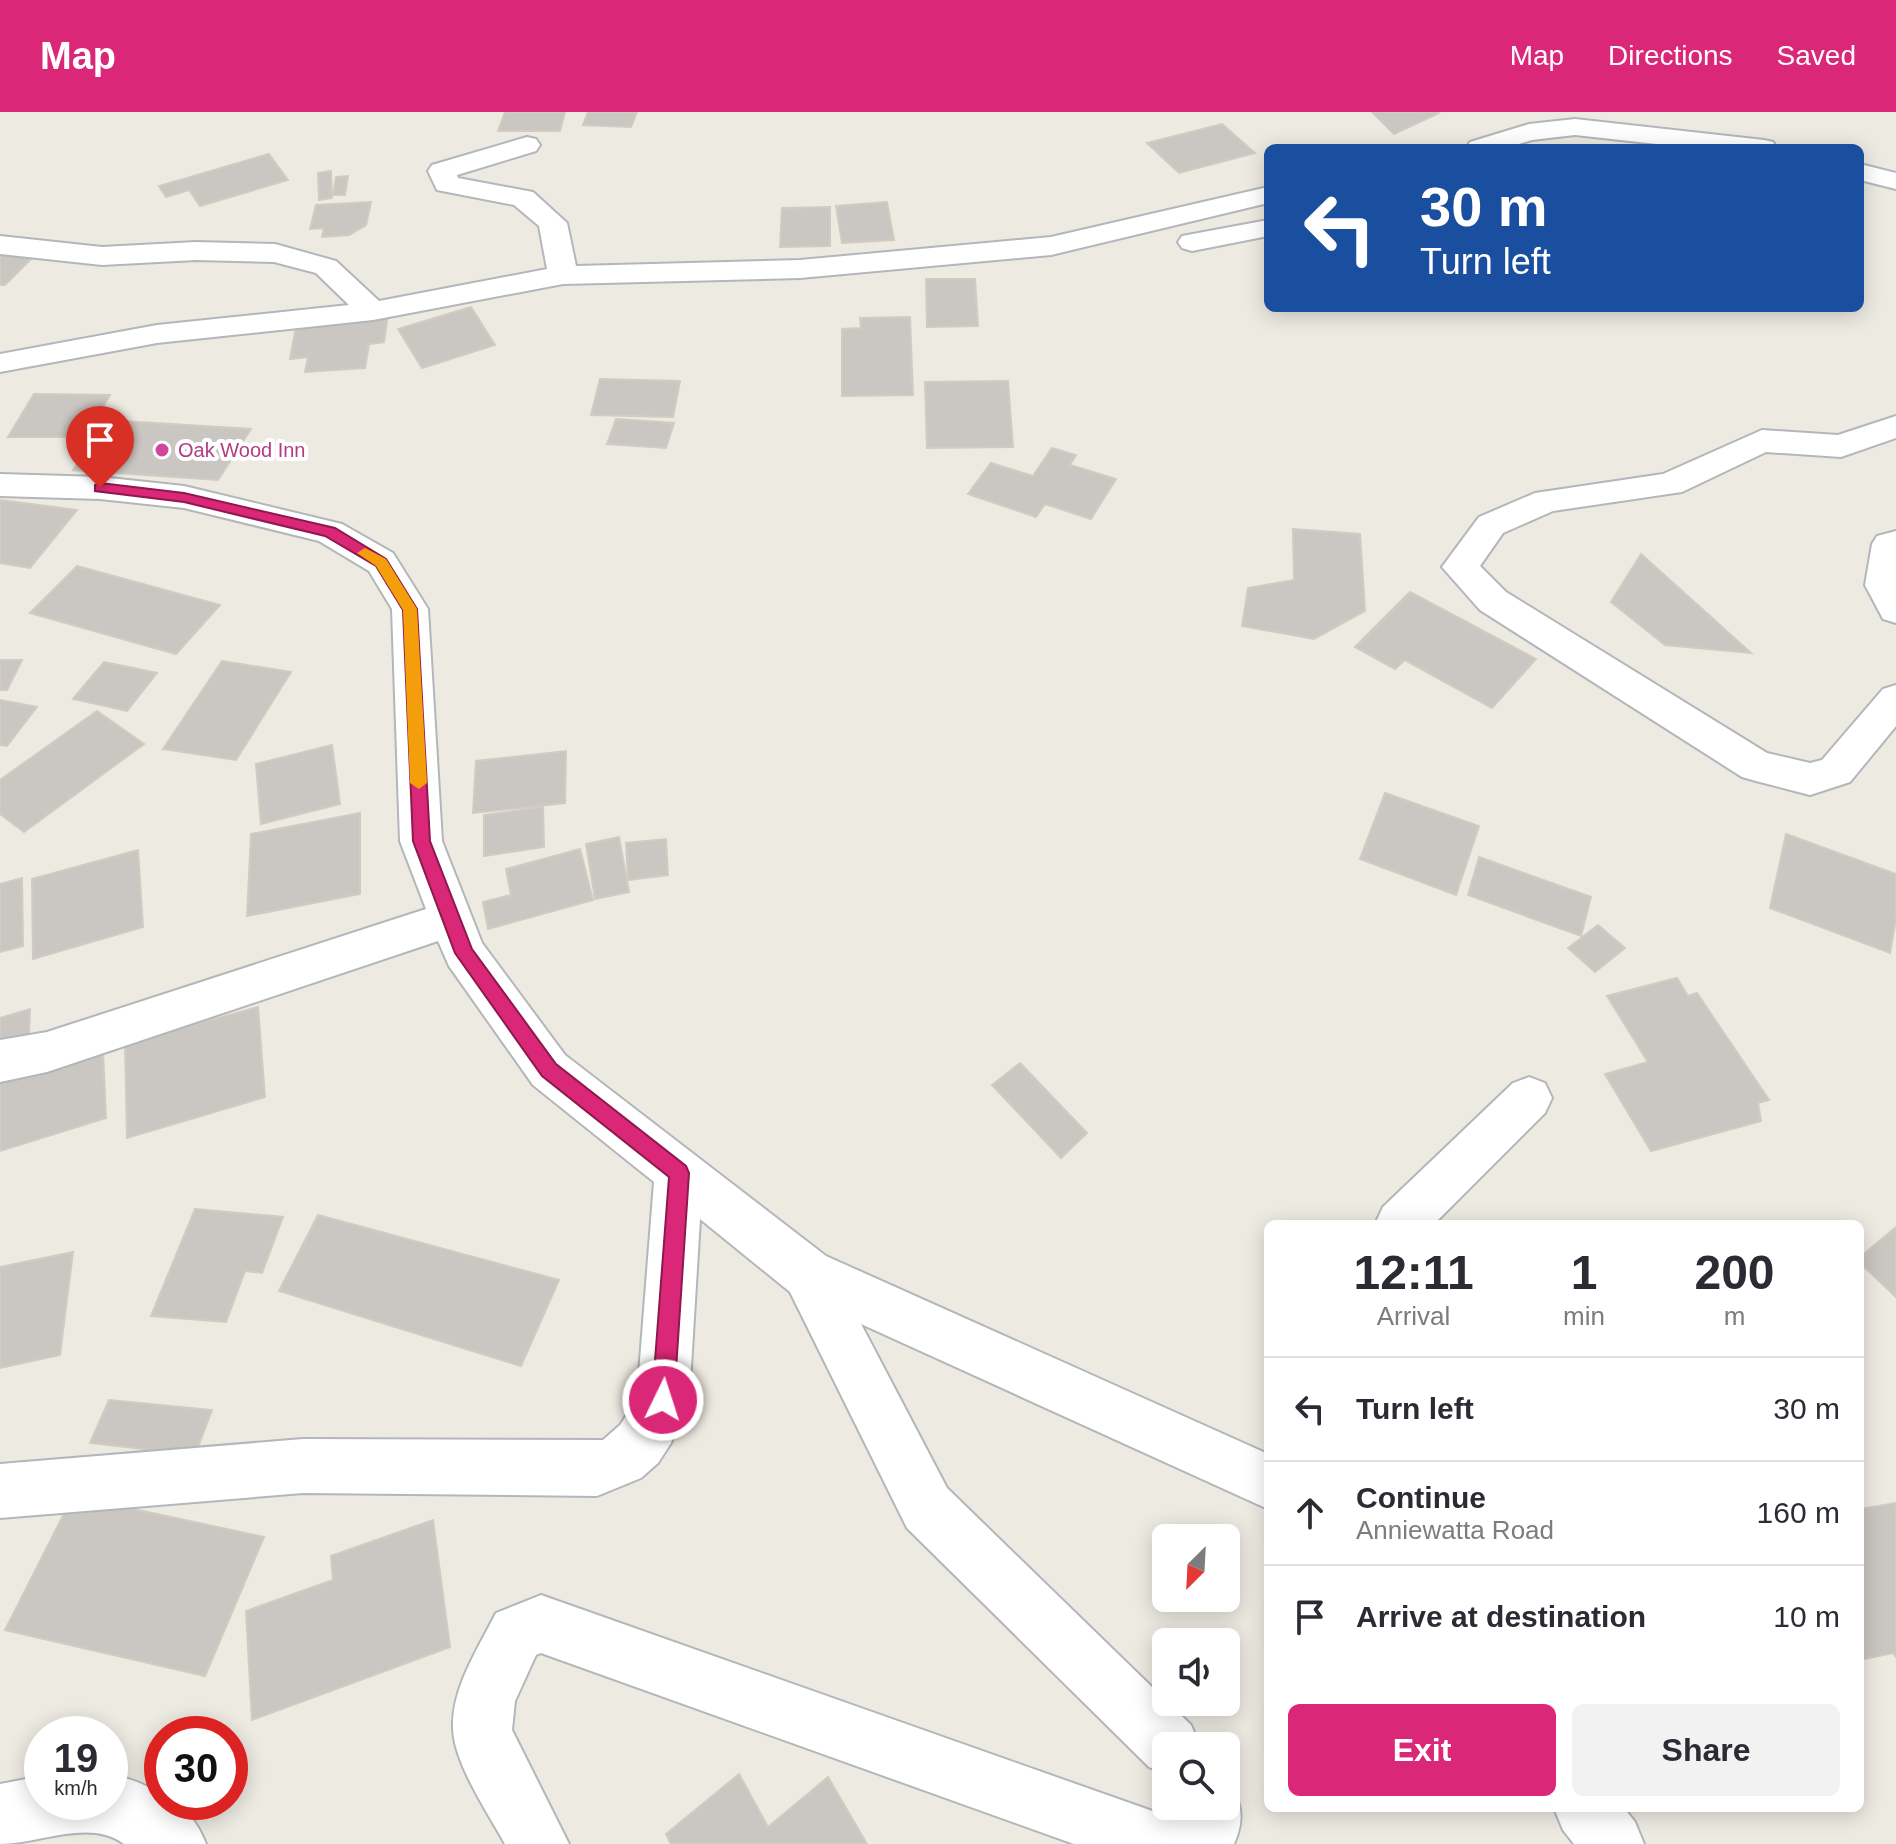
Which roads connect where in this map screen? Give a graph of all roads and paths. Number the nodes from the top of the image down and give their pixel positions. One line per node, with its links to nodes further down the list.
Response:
1 (1492, 144): 2 (street)
2 (1728, 144)
3 (527, 145): 10 (street)
4 (1864, 173): 5 (street)
5 (1896, 181)
6 (1264, 196): 9 (street)
7 (1264, 229): 9 (street)
8 (0, 245): 11 (street)
9 (1051, 246): 10 (street)
10 (563, 275): 11 (street)
11 (373, 311): 12 (street)
12 (0, 363)
13 (1896, 426): 17 (street)
14 (0, 485): 18 (street)
15 (1896, 543): 16 (street)
16 (1896, 610)
17 (1896, 699)
18 (451, 919): 19 (street); 21 (street)
19 (0, 1061)
20 (1529, 1098): 22 (street)
21 (679, 1173): 23 (street); 25 (street)
22 (1404, 1220)
23 (808, 1274): 24 (street); 26 (street)
24 (1264, 1480)
25 (0, 1491)
26 (1156, 1732)
27 (128, 1809): 32 (street)
28 (24, 1810): 30 (street)
29 (1588, 1812): 36 (street)
30 (0, 1815)
31 (1212, 1820): 35 (street)
32 (175, 1844)
33 (538, 1844): 34 (street)
34 (1161, 1844)
35 (1195, 1844)
36 (1613, 1844)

What you have to do:
Give every line above again exactly, omitting whatever pictures appear.

Written response:
Which roads connect where in this map screen? Give a graph of all roads and paths. Number the nodes from the top of the image down and give their pixel positions. One line per node, with its links to nodes further down the list.
Response:
1 (1492, 144): 2 (street)
2 (1728, 144)
3 (527, 145): 10 (street)
4 (1864, 173): 5 (street)
5 (1896, 181)
6 (1264, 196): 9 (street)
7 (1264, 229): 9 (street)
8 (0, 245): 11 (street)
9 (1051, 246): 10 (street)
10 (563, 275): 11 (street)
11 (373, 311): 12 (street)
12 (0, 363)
13 (1896, 426): 17 (street)
14 (0, 485): 18 (street)
15 (1896, 543): 16 (street)
16 (1896, 610)
17 (1896, 699)
18 (451, 919): 19 (street); 21 (street)
19 (0, 1061)
20 (1529, 1098): 22 (street)
21 (679, 1173): 23 (street); 25 (street)
22 (1404, 1220)
23 (808, 1274): 24 (street); 26 (street)
24 (1264, 1480)
25 (0, 1491)
26 (1156, 1732)
27 (128, 1809): 32 (street)
28 (24, 1810): 30 (street)
29 (1588, 1812): 36 (street)
30 (0, 1815)
31 (1212, 1820): 35 (street)
32 (175, 1844)
33 (538, 1844): 34 (street)
34 (1161, 1844)
35 (1195, 1844)
36 (1613, 1844)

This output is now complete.